The idea for working on an Alice story came to Sabuda because he has always been interested in it. "I remember as a boy thinking how mean all the adults in the book were to Alice," he said. "Now, as an adult, I wanted to go back and see if it was true that they were mean to her. Alice and I worked it out," he added with a laugh, "and it turns out that even if you're a kid with adults around, things they say aren't necessarily right."

The tale also appealed to Sabuda because it was a childhood favorite. When reading the book as a child, the artist said he was struck by the wordplay throughout the story. "It was so silly and it was the adults who were so silly, which wasn't common at the time," he said.

Seibold had also been a fan of the Carroll tale, but said the idea to do a pop-up version of the story was his publisher's, not his own. "It's the first time I've done a book where the publisher asked me to do it," he said. "I like the idea of working on a project in the public domain; it appealed to me since there are so many takes on Alice beyond the original."

The experience of working in the pop-up format was brand new for Seibold, and he found the process was more time-consuming than he had originally planned. "I went into it thinking I knew what I was getting into, and it ended up taking five times longer than I thought," he said. "It's a completely different process from the other books I've done before."

Seibold had a close working relationship with the book's paper engineers, which was also new to him, because he's accustomed to working alone and designing everything himself. "It's amazing, the amount of back-and-forth and change that needs to happen in order to make the paper engineering work," he said. "The amount of stuff that you have to compromise on in order to have a piece of paper bow a certain way is a lot."

Sabuda, who has many popular pop-up books already under his belt (including The Movable Mother Goose and The Wonderful Wizard of Oz), engineers all the paper himself and chose the scenes to represent with pop-ups by which ones had made the biggest impression on him as a child. "The fact that the baby in the story turned into a pig really stuck in my mind," he said.

For the overall look of the art, Sabuda said he "sort of leaned to Tenniel's original illustrations. If you're paying homage to something, I agree with the adage 'if it ain't broke, don't fix it.' "

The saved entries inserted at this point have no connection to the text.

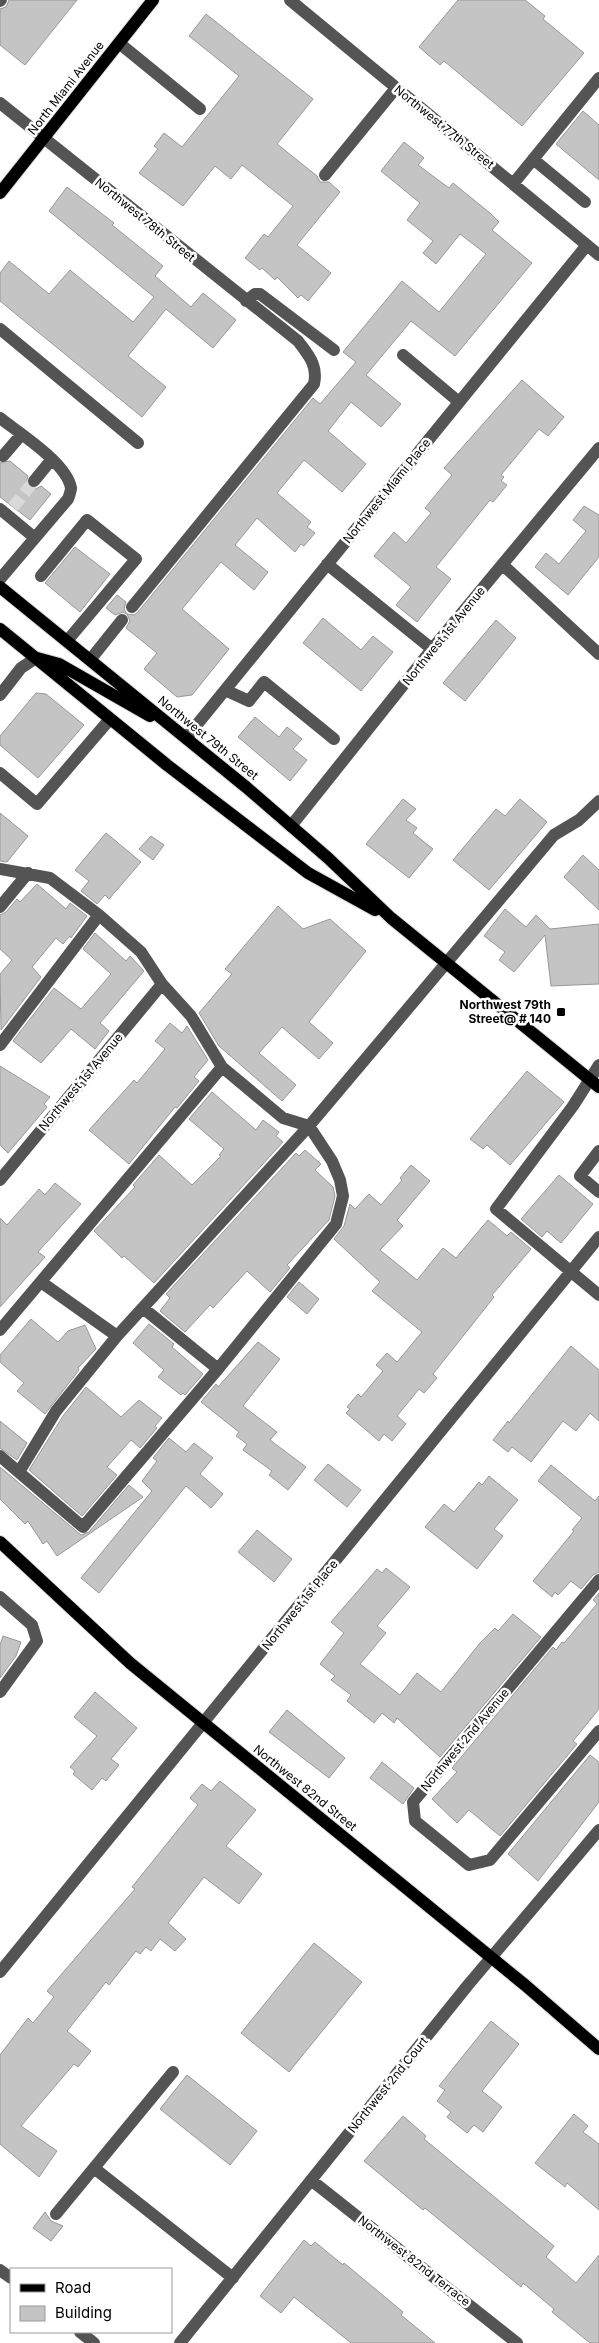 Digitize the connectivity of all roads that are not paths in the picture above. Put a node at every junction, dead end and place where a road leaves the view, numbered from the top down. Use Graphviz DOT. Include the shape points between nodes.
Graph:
graph roads {
  1 [pos="153,0"];
  2 [pos="290,0"];
  3 [pos="119,43"];
  4 [pos="599,78"];
  5 [pos="396,88"];
  6 [pos="0,103"];
  7 [pos="200,109"];
  8 [pos="44,138"];
  9 [pos="533,159"];
  10 [pos="325,175"];
  11 [pos="513,184"];
  12 [pos="0,193"];
  13 [pos="585,202"];
  14 [pos="587,245"];
  15 [pos="599,255"];
  16 [pos="246,301"];
  17 [pos="0,329"];
  18 [pos="334,350"];
  19 [pos="403,355"];
  20 [pos="459,402"];
  21 [pos="0,418"];
  22 [pos="21,435"];
  23 [pos="138,443"];
  24 [pos="599,448"];
  25 [pos="4,456"];
  26 [pos="52,459"];
  27 [pos="34,480"];
  28 [pos="7,510"];
  29 [pos="35,538"];
  30 [pos="327,564"];
  31 [pos="503,565"];
  32 [pos="41,576"];
  33 [pos="0,579"];
  34 [pos="0,587"];
  35 [pos="132,607"];
  36 [pos="122,620"];
  37 [pos="0,629"];
  38 [pos="67,641"];
  39 [pos="432,649"];
  40 [pos="599,654"];
  41 [pos="36,658"];
  42 [pos="90,660"];
  43 [pos="225,690"];
  44 [pos="0,695"];
  45 [pos="110,719"];
  46 [pos="186,738"];
  47 [pos="334,739"];
  48 [pos="0,773"];
  49 [pos="599,800"];
  50 [pos="291,826"];
  51 [pos="0,869"];
  52 [pos="28,874"];
  53 [pos="0,907"];
  54 [pos="99,916"];
  55 [pos="390,918"];
  56 [pos="447,963"];
  57 [pos="162,984"];
  58 [pos="0,1044"];
  59 [pos="599,1065"];
  60 [pos="222,1067"];
  61 [pos="594,1083"];
  62 [pos="309,1126"];
  63 [pos="599,1151"];
  64 [pos="0,1180"];
  65 [pos="599,1192"];
  66 [pos="599,1236"];
  67 [pos="571,1271"];
  68 [pos="41,1282"];
  69 [pos="599,1295"];
  70 [pos="144,1308"];
  71 [pos="0,1330"];
  72 [pos="117,1336"];
  73 [pos="218,1369"];
  74 [pos="0,1456"];
  75 [pos="19,1472"];
  76 [pos="0,1542"];
  77 [pos="599,1580"];
  78 [pos="0,1597"];
  79 [pos="0,1692"];
  80 [pos="203,1724"];
  81 [pos="599,1731"];
  82 [pos="599,1830"];
  83 [pos="492,1958"];
  84 [pos="0,1972"];
  85 [pos="599,2049"];
  86 [pos="173,2072"];
  87 [pos="94,2168"];
  88 [pos="311,2180"];
  89 [pos="56,2214"];
  90 [pos="232,2278"];
  91 [pos="81,2333"];
  92 [pos="94,2343"];
  93 [pos="180,2343"];
  94 [pos="516,2343"];
  1 -- 3 [label="main road, North Miami Avenue"];
  2 -- 5 [label="street, Northwest 77th Street"];
  3 -- 7 [label="street"];
  3 -- 8 [label="main road, North Miami Avenue"];
  4 -- 9 [label="street"];
  5 -- 10 [label="street"];
  5 -- 11 [label="street, Northwest 77th Street"];
  6 -- 8 [label="street, Northwest 78th Street"];
  8 -- 12 [label="main road, North Miami Avenue"];
  8 -- 16 [label="street, Northwest 78th Street"];
  9 -- 11 [label="street"];
  9 -- 13 [label="street"];
  11 -- 14 [label="street, Northwest 77th Street"];
  14 -- 15 [label="street, Northwest 77th Street"];
  14 -- 20 [label="street, Northwest Miami Place"];
  16 -- 18 [label="street" via="260,294"];
  16 -- 35 [label="street, Northwest 78th Street" via="298,341 314,362 314,384"];
  17 -- 23 [label="street"];
  19 -- 20 [label="street"];
  20 -- 30 [label="street, Northwest Miami Place"];
  21 -- 22 [label="street"];
  22 -- 25 [label="street"];
  22 -- 26 [label="street"];
  24 -- 31 [label="street, Northwest 1st Avenue"];
  26 -- 27 [label="street"];
  26 -- 29 [label="street" via="71,488 68,499"];
  28 -- 29 [label="street"];
  29 -- 33 [label="street"];
  30 -- 39 [label="street"];
  30 -- 43 [label="street, Northwest Miami Place"];
  31 -- 39 [label="street, Northwest 1st Avenue"];
  31 -- 40 [label="street"];
  32 -- 38 [label="street" via="87,520 136,559"];
  34 -- 38 [label="main road, Northwest 79th Street"];
  36 -- 42 [label="street"];
  37 -- 41 [label="main road, Northwest 79th Street"];
  38 -- 42 [label="main road, Northwest 79th Street"];
  39 -- 50 [label="street, Northwest 1st Avenue"];
  41 -- 44 [label="street" via="21,668"];
  41 -- 45 [label="main road, Northwest 79th Street"];
  41 -- 46 [label="main road" via="60,664"];
  42 -- 46 [label="main road, Northwest 79th Street"];
  43 -- 46 [label="street, Northwest Miami Place"];
  43 -- 47 [label="street" via="249,702 264,682"];
  45 -- 48 [label="street" via="38,804"];
  45 -- 55 [label="main road, Northwest 79th Street" via="308,873"];
  46 -- 50 [label="main road, Northwest 79th Street"];
  49 -- 56 [label="street" via="579,820 554,835"];
  50 -- 55 [label="main road, Northwest 79th Street"];
  51 -- 52 [label="street"];
  52 -- 53 [label="street"];
  52 -- 54 [label="street" via="50,878"];
  54 -- 57 [label="street" via="142,952"];
  54 -- 58 [label="street"];
  55 -- 56 [label="main road, Northwest 79th Street"];
  56 -- 61 [label="main road, Northwest 79th Street"];
  56 -- 62 [label="street"];
  57 -- 60 [label="street" via="191,1016"];
  57 -- 64 [label="street, Northwest 1st Avenue"];
  59 -- 61 [label="street"];
  60 -- 62 [label="street" via="283,1118"];
  60 -- 68 [label="street"];
  61 -- 67 [label="street" via="496,1209"];
  62 -- 70 [label="street"];
  62 -- 73 [label="street" via="332,1161 340,1180 343,1196 336,1224"];
  63 -- 65 [label="street" via="580,1176"];
  66 -- 67 [label="street, Northwest 1st Place"];
  67 -- 69 [label="street"];
  67 -- 80 [label="street, Northwest 1st Place"];
  68 -- 71 [label="street"];
  68 -- 72 [label="street"];
  70 -- 72 [label="street"];
  70 -- 73 [label="street"];
  72 -- 75 [label="street" via="56,1411"];
  73 -- 75 [label="street" via="83,1527"];
  74 -- 75 [label="street"];
  76 -- 80 [label="main road, Northwest 82nd Street" via="107,1644"];
  77 -- 81 [label="street, Northwest 2nd Avenue" via="414,1802 415,1821 469,1865 490,1860"];
  78 -- 79 [label="street" via="32,1625 37,1641"];
  80 -- 83 [label="main road, Northwest 82nd Street"];
  80 -- 84 [label="street, Northwest 1st Place"];
  82 -- 83 [label="street, Northwest 2nd Court"];
  83 -- 85 [label="main road, Northwest 82nd Street"];
  83 -- 88 [label="street, Northwest 2nd Court"];
  86 -- 87 [label="street"];
  87 -- 89 [label="street"];
  87 -- 90 [label="street"];
  88 -- 90 [label="street, Northwest 2nd Court"];
  88 -- 94 [label="street, Northwest 82nd Terrace"];
  90 -- 93 [label="street, Northwest 2nd Court"];
  91 -- 92 [label="street"];
} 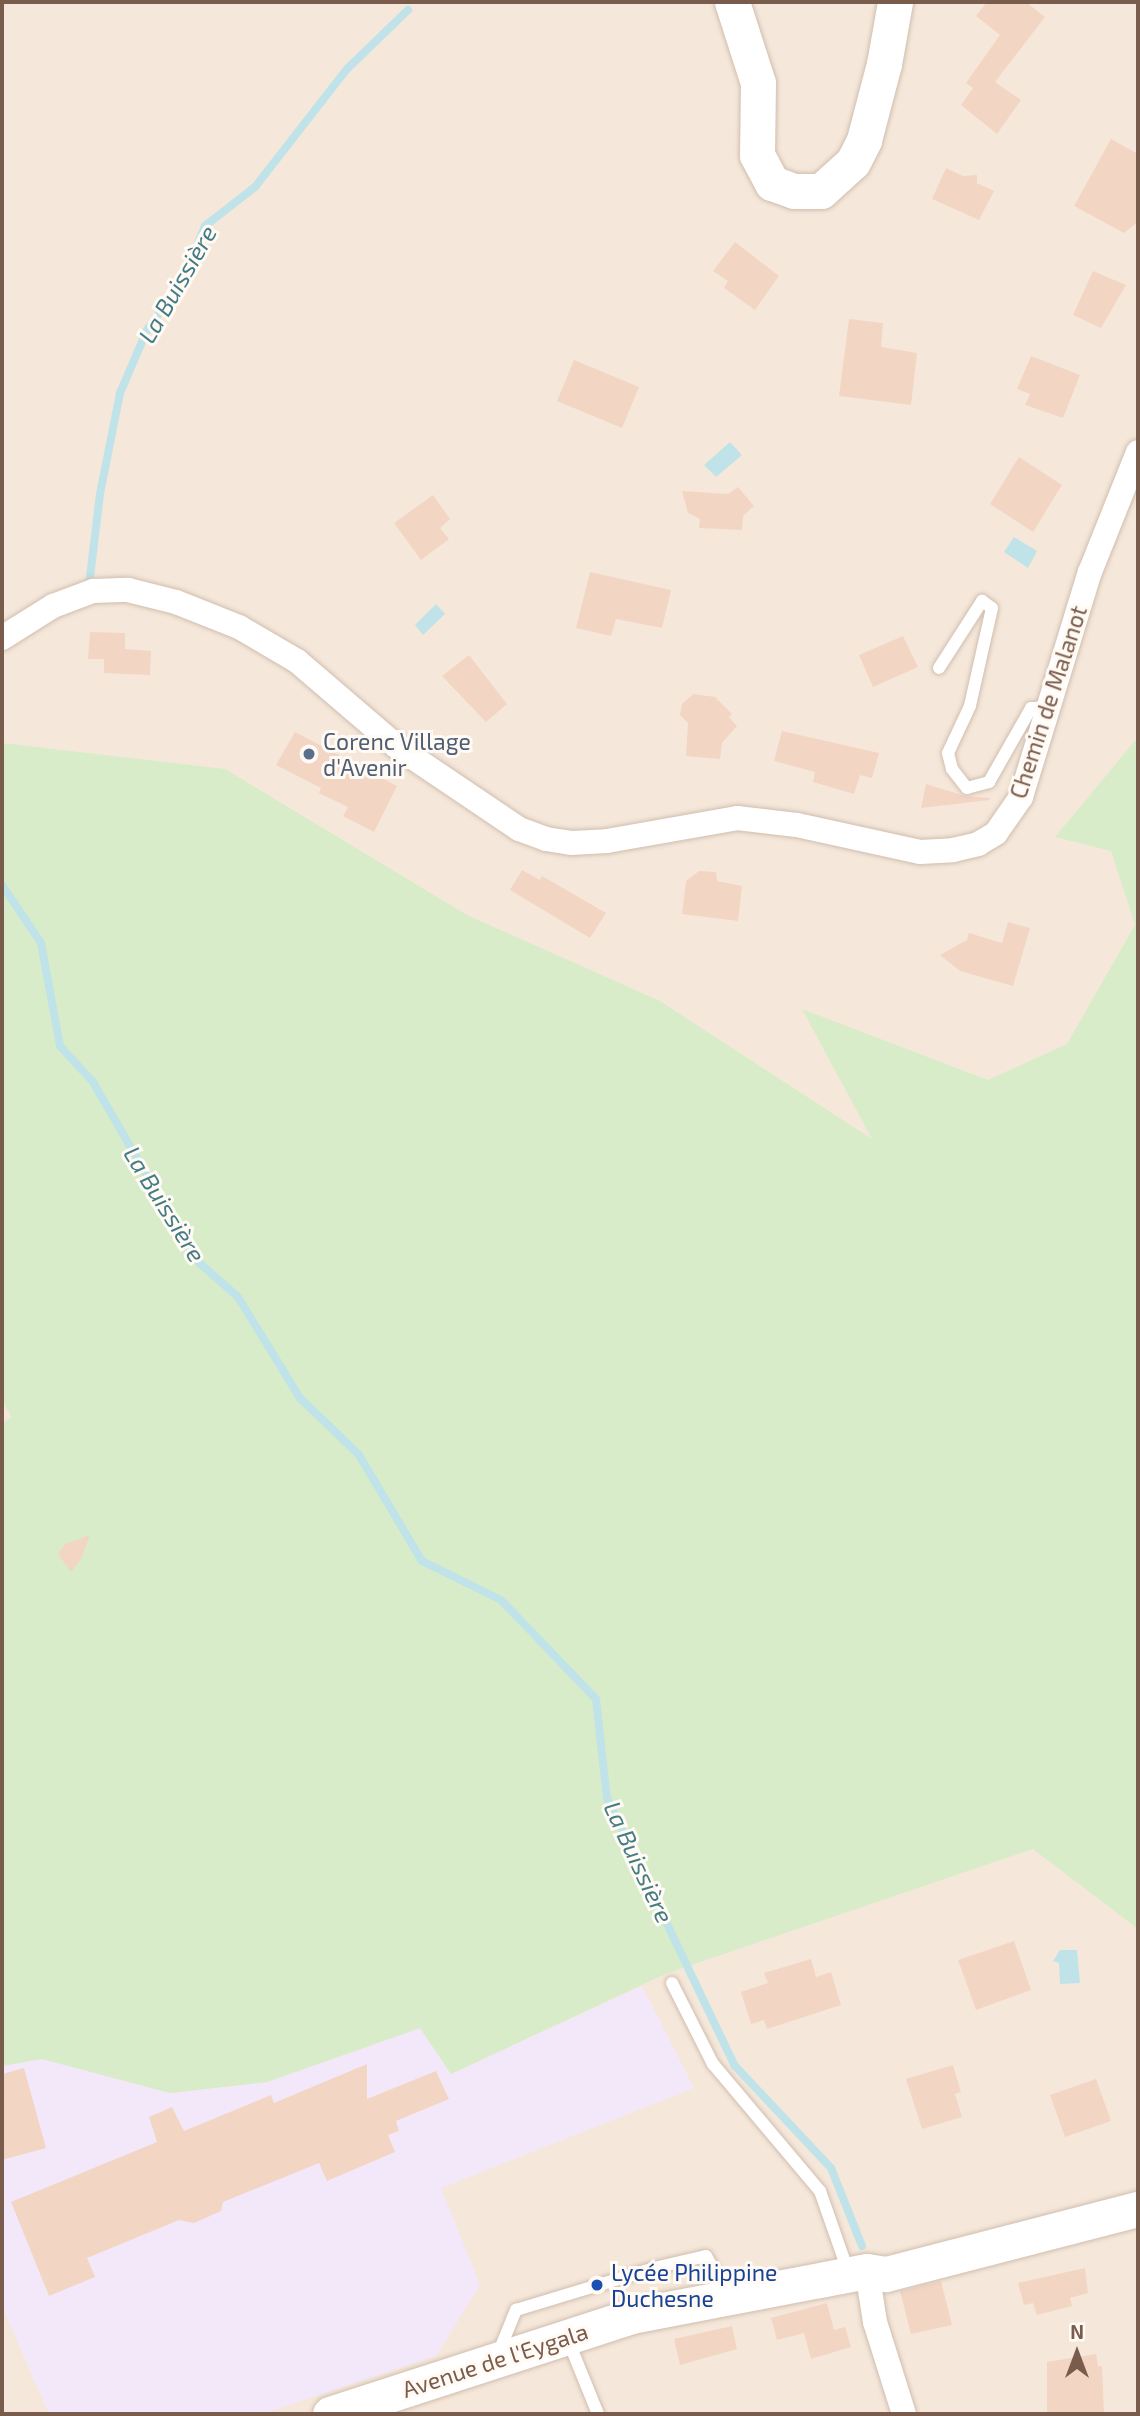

Seibold also took Tenniel's illustrations into consideration when working on his book. "I looked at the original drawings, closed the book, and then drew," he said of his process. "I wanted to do my own style, but then also stay within the iconic style of the original."

Neither artist knew the other was working on an Alice pop-up at the same time, but both feel just fine about the competition. As Sabuda put it, "There are enough people in the world who love Alice that each different take on the story will find an audience."

As for working on another pop-up book, Seibold said, "There are so many other things to work on. Pop-ups take up so much time." He does, however, have a sequel to his 1997 bestseller Olive, the Other Reindeer due out next year, called Olive, My Love (a take-off on a Led Zeppelin song). As for Sabuda, he is working on a pop-up book of landmarks across America.